圧力を受け、通してしまい、責任を押しつけられた――。
ユースが語った断片を、セフィアは頭の中で並べ直していた。
記録具の格と、職歴の格が合わない。その矛盾の先に、まだ見えていないものがある。
*
夕方。
最後の申請者が帰り、窓口札を裏返す。
セフィアは鞄を肩にかけながら、ふと口を開いた。
「ユースさん」
「はい」
「あの万年筆、修繕できるか調べてみてもいいですか」
ユースの手が、帳票を閉じる途中で一瞬だけ遅れた。
一瞬だけ。
「……好きにしてください」
声は平坦だった。
でもセフィアは、その一瞬の遅れを聞き逃さなかった。
「では、好きにします」
旧棟を出る。
夕暮れの赤い光が、昨日と同じ角度で回廊に差していた。
セフィアの足取りは軽い。でも頭の中では、もう次の手順を組み立てていた。
修繕するには、まず素材を特定しなければならない。素材が特定できれば、製造時期が絞れる。製造時期が絞れれば、支給時期が絞れる。
支給時期が絞れれば――監督院の人事記録と突き合わせなくても、ある程度の推定はできる。
あの万年筆が、いつ、誰から、どういう経路で両親の手に渡ったのか。
セフィアは審査補佐官見習いだ。

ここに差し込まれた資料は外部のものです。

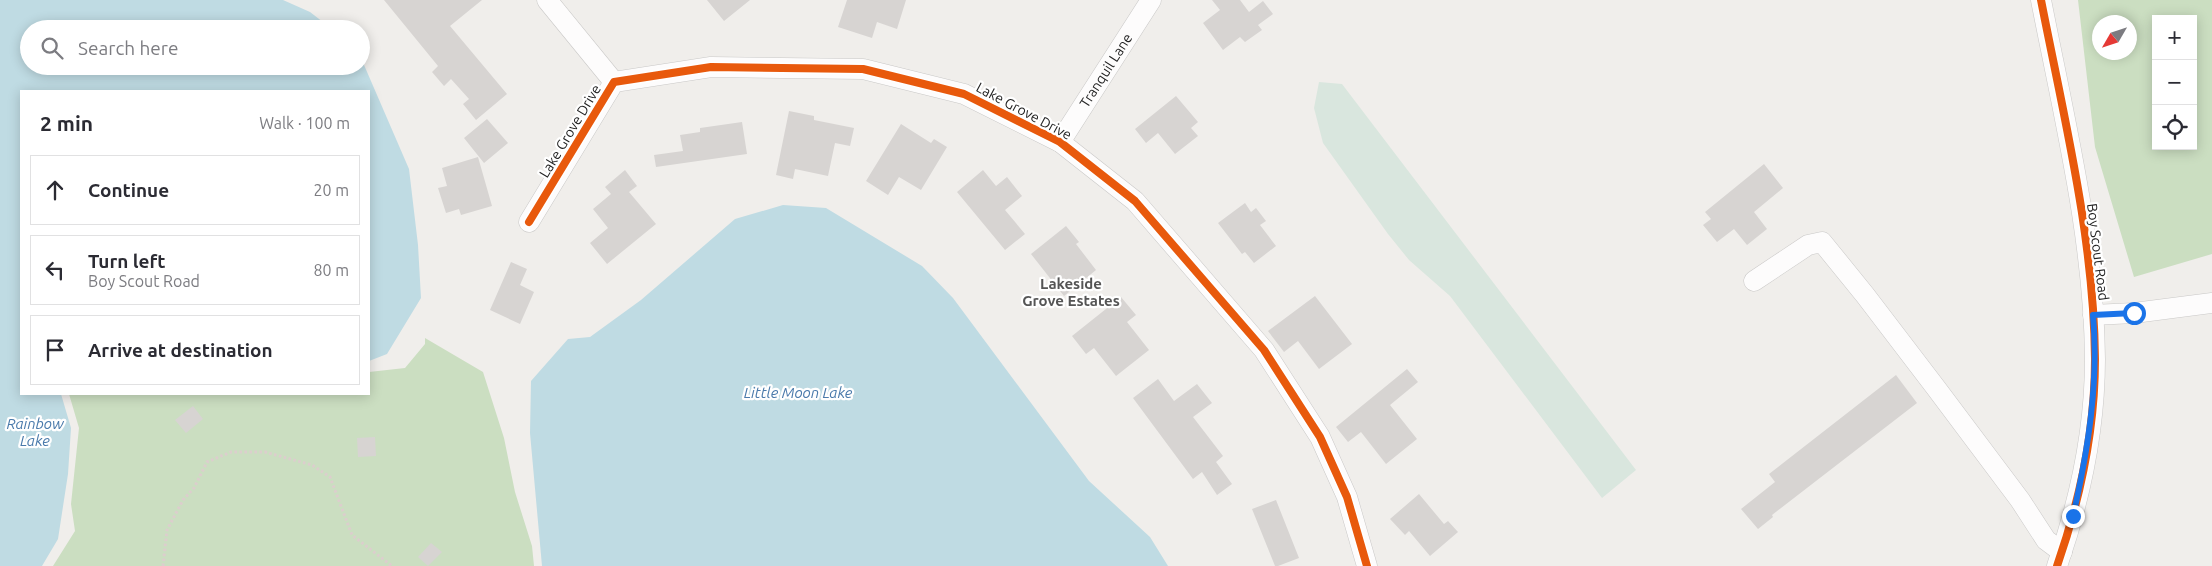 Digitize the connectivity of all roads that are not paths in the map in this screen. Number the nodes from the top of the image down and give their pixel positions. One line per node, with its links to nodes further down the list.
1 (547, 0): 4 (street, Lake Grove Drive)
2 (1151, 0): 5 (street, Tranquil Lane)
3 (2041, 0): 9 (street, Boy Scout Road)
4 (614, 82): 5 (street, Lake Grove Drive); 6 (street, Lake Grove Drive)
5 (1060, 142): 11 (street, Lake Grove Drive)
6 (529, 222)
7 (1754, 282): 10 (street)
8 (2212, 303): 9 (street)
9 (2093, 315): 10 (street, Boy Scout Road)
10 (2060, 559)
11 (1366, 566)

照合と追跡は、本業だった。
*
旧棟に一人残ったユースは、灯りを落とす前に、胸ポケットに手を当てた。
布越しに、折れた金属片の感触がある。
冷たくて、硬い。
父の書斎で、いつも机の端に置かれていた万年筆。
子どもの手には重すぎて、一度も使わせてもらえなかったもの。
監督補佐官級の記録具。
父は、知っていたのだろうか。自分が持っているものの意味を。
ユースは手を下ろした。
考えても、今は答えが出ない。
代わりに、懐から備品帳票を取り出した。魔王軍側の不明記号を書き写したあのメモ。ドレヴァンの書類にもあった、現代の正式記法の奥にある古い層。
古い記号。古い規程。古い記録具。
ユースは帳票を畳み、懐に戻した。
窓口の灯りを落とす。
明日も窓口は開く。
誰が来ても、何を持ってきても。
不備があれば止める。正しければ通す。
それは、父も同じことをしていたはずだった。
少なくとも、ユースはそう信じている。